Post # 1
a little more than annoyed…
We are planning on seeing each other before the wedding, to take pictures, and PRIMARILY to get to spend more of our actual wedding DAY with each other and to calm my nerves. I honestly don’t care that we are seeing each other before the ceremony starts.
My FMIL just grabbed the phone from my fiance while I was talking to him, and she clearly has had one too many. She started going on and on, saying, I have several friends who have kids getting married and we have all been talking about it — and I just think that you shouldn’t see each other before the wedding. It is going to take all of the magic out of it….you know what I mean? I think you need to think about it and I agree with the other moms..
This is SOOO annoying to me on several levels:
1. My mom passed away two years ago and it is very painful that she is not here to help with the wedding in general
2. I feel like she is butting in too much and she clearly knew that we preferred to do things this way and she has put me into a awkward situation now
3. It makes me mad that she has been gosipping about our wedding choices to other friends of hers and basically bashing the way we want to do things
Post # 3
Let it ride… and stop discussing the wedding with her in the room.
Post # 4
Say “That’s a good point, I’ll think about it.” Leave it at that and then do what you really want 🙂
Post # 5
@trustingbride: I think you should say “thank you for your input, but we’ve already made the decision to see each other before the wedding because this is what we both want”. If you leave it open ended and say you’ll think about it, it will give her the opportunity to bring it up again. I know exactly how you feel – my mom passed away and wedding planning has been miserable for me. I’m also having very similiar issues with my FMIL and it has been devastating. The best advice people gave me was to ignore her. Let her make her comments, respond only when necessary, do not give into what she wants if its going to hurt you or FI and just keep your happiness at the forefront. I feel like a hypocrite saying this because, really, ignoring it feels impossible for me, but I genuinely hope that something works for you. You deserve to enjoy your wedding and your wedding planning more than she does, sorry if people disagree on that point, but I just disagree that weddings are about the families. This is your day and please try to enjoy it. Feel free to PM me if you ever want to talk or vent, I feel like we’re in the same boat. Good luck with everything, I hope it works out for the best.
Post # 6
[Comment moderated for personal attack]
Post # 7
My MIL was very opinionated during our planning process. Just stop talking to her about it. And if she asks things be vague in details or just say you dont know.
Post # 8
@FMrsMurray: Actually, I disagree about this example. Whether or not you see each other before the ceremony really does not affect her at all. I find it so exhausting when people try to give me unsolicited advice like that. I can understand if she’s worried about offending someone by scaling back the guest list, or if her social circle would be offended by a cash bar. But a first look? The FMIL really needs to learn to pick her battles.

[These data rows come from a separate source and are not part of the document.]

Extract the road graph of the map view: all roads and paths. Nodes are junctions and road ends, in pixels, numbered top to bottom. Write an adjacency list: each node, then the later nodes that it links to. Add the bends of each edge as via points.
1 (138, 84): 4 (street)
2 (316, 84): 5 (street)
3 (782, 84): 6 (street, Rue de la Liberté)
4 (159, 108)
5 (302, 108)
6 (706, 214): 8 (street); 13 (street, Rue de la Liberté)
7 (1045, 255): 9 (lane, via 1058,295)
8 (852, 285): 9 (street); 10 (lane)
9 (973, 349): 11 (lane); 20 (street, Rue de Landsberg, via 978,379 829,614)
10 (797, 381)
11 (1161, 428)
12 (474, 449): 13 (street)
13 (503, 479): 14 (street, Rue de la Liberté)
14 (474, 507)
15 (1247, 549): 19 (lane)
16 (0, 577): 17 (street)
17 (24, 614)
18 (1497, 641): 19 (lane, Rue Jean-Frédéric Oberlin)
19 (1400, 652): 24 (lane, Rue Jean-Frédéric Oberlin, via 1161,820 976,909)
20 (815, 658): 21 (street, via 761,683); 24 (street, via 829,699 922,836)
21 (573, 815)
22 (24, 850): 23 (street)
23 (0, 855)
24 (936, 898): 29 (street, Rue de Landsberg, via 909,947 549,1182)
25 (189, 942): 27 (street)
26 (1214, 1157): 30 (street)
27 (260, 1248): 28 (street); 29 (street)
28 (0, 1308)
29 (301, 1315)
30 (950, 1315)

OP, my mom is a pro at giving me unsolicited advice and making “helpful suggestions” when I have already thought through how I want to handle something. Then I have to have an exhausting conversation where I try not to lose my patience explaining why I’m already happy with my decision. So, I try to tell her as little as possible until something is finalized so that she doesn’t drive me crazy during the process. As a result I do not feel close to my mom, but I have not figured out an alternative approach that does not drive me positively crazy.
Post # 9
@FMrsMurray: I know she can have an opinion. But the first look is about my fiance and I, not here…and it makes me sad that my FMIL has not been more sensitive throughout the whole wedding process, MOSTLY because my sweet mom passed away and is not here with me. It’s tough to have an over-opinionated FMIL, especially when my own mom was so not like that.
Post # 10
@FMrsMurray: I would actually disagree with this. Yes, she’s allowed to have an opinion, but it’s extremely rude the way she expressed it. It’s not her wedding; she needs to step way back. It’s not like whether the bride and groom see each other before the ceremony has any impact on the guests. It’s really no one’s business and shouldn’t be up for discussion.
@trustingbride: Just stick to your guns. You guys should do what makes you comfortable and happy. It’s your wedding day! Tell FMIL thanks for her opinion, but your mind is made up and you know seeing FI before will make the day that much more meaningful for you.
Post # 11
My FMIL in actually pretty much planning and financing our entire wedding because she wanted to have a wedding and I did not. She can stress about it all she wants. My FH and I decided to take the majority of our pictures before the ceremony and she was initially against it but we explained it to her as more time with our guest during cocktail hour and she came around to it and now thinks it is a great idea.
Post # 12
Sorry, your FMIL doesn’t get an opinion on this. It’s your day. You having a first look doesn’t have any effect on her at all. Your FI needs to tell her that you two will be having YOUR wedding the way that YOU want. I probably would have flipped out on her had the grabbed the phone out of my hand (if I was your FI). Rude.